Mulai dari urusan penampilan hingga kebutuhan sandang hingga papan labelisasi syariah akhir-akhir ini menjadi trend masyarakat Indonesia masa kini. Masyarakat Indonesia yang mayoritas memeluk agama Islam. Saya pernah punya pengalaman terkait dengan Labelisasi Syariah ini. Dulunya, sebelum syariah menjadi booming di masyarakat dan menjadi lifestyle tersendiri, saya sudah berpenampilan tertutup dan syari menurut sudut pandang yang saya pahami. Awalnya banyak teman-teman dekat yang memandang sebelah mata. Apakah saya benar-benar hijrah? Kenapa saya bisa berubah drastis seperti itu? Dan berbagai macam pertanyaan lain perihal penampilan yang katanya sudah syari.
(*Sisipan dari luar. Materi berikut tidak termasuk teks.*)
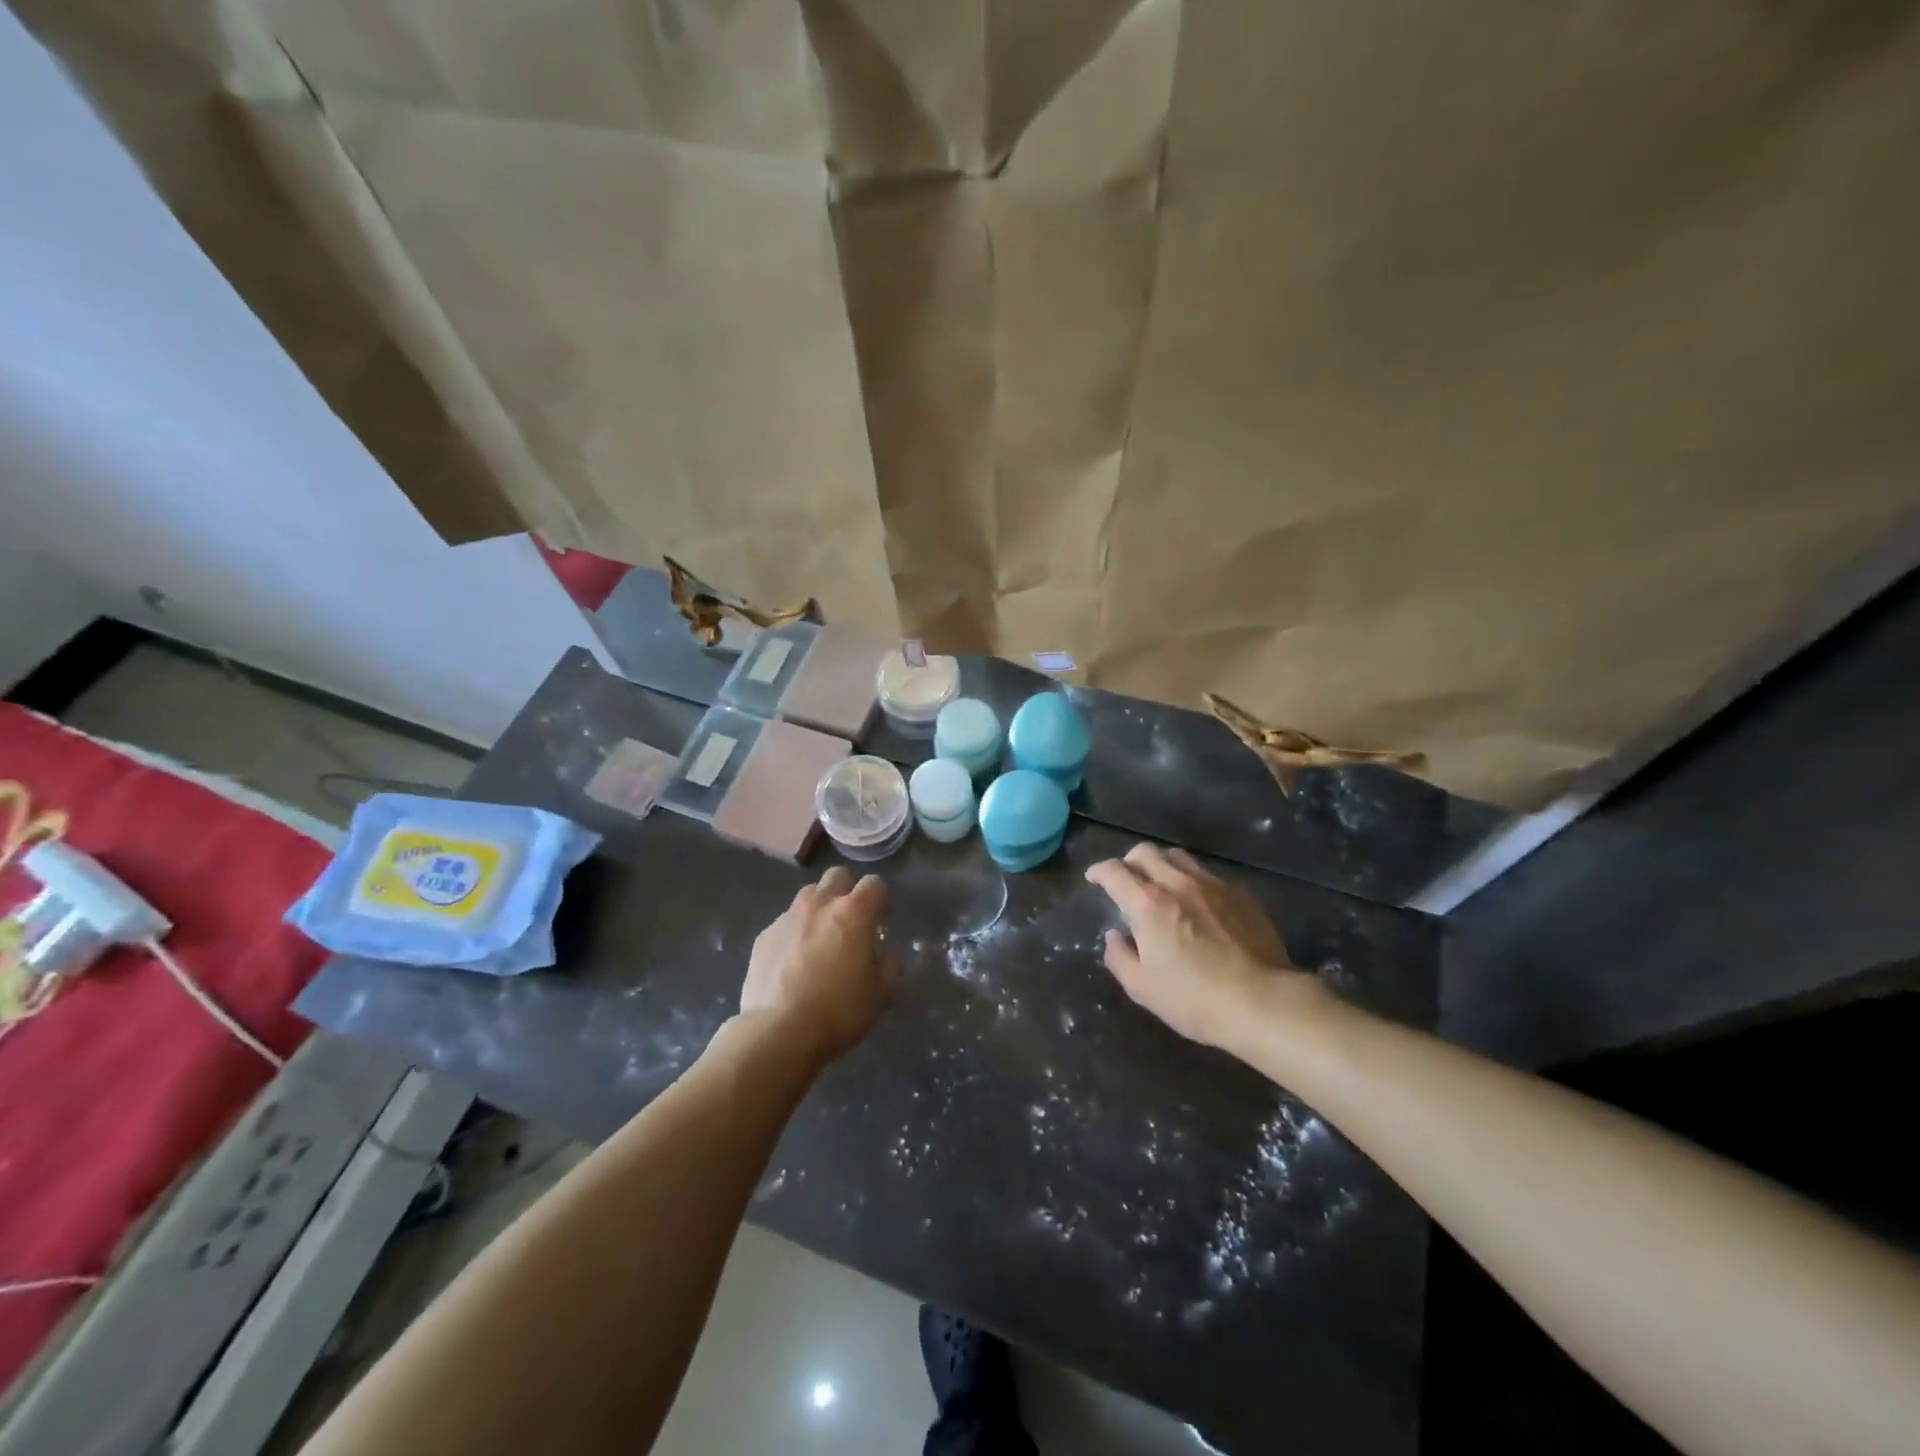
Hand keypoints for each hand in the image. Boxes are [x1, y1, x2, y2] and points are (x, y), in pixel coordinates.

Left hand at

Tujuh tahun kemudian labelisasi syariah menjadi booming dan banyak komunitas yang bahkan mendeklarasikan dirinya sebagai komunitas khusus untuk orang-orang yang sudah berhijrah. Berbagai majelis taklim digelar, kumpulan sosialita berlabel syariah hingga untuk menceritakan keburukan teman-temannya yang lain pun dinamai dengan ghibah syariah. Bahkan ketika saya bertanya pada salah seorang teman yang ikut berubah jawabannya sungguh mengejutkan saya yang polos ini.
“Lho ini tuh trend tau. Kamu kan udah pakai dari lama masa ngga tau?” serunya.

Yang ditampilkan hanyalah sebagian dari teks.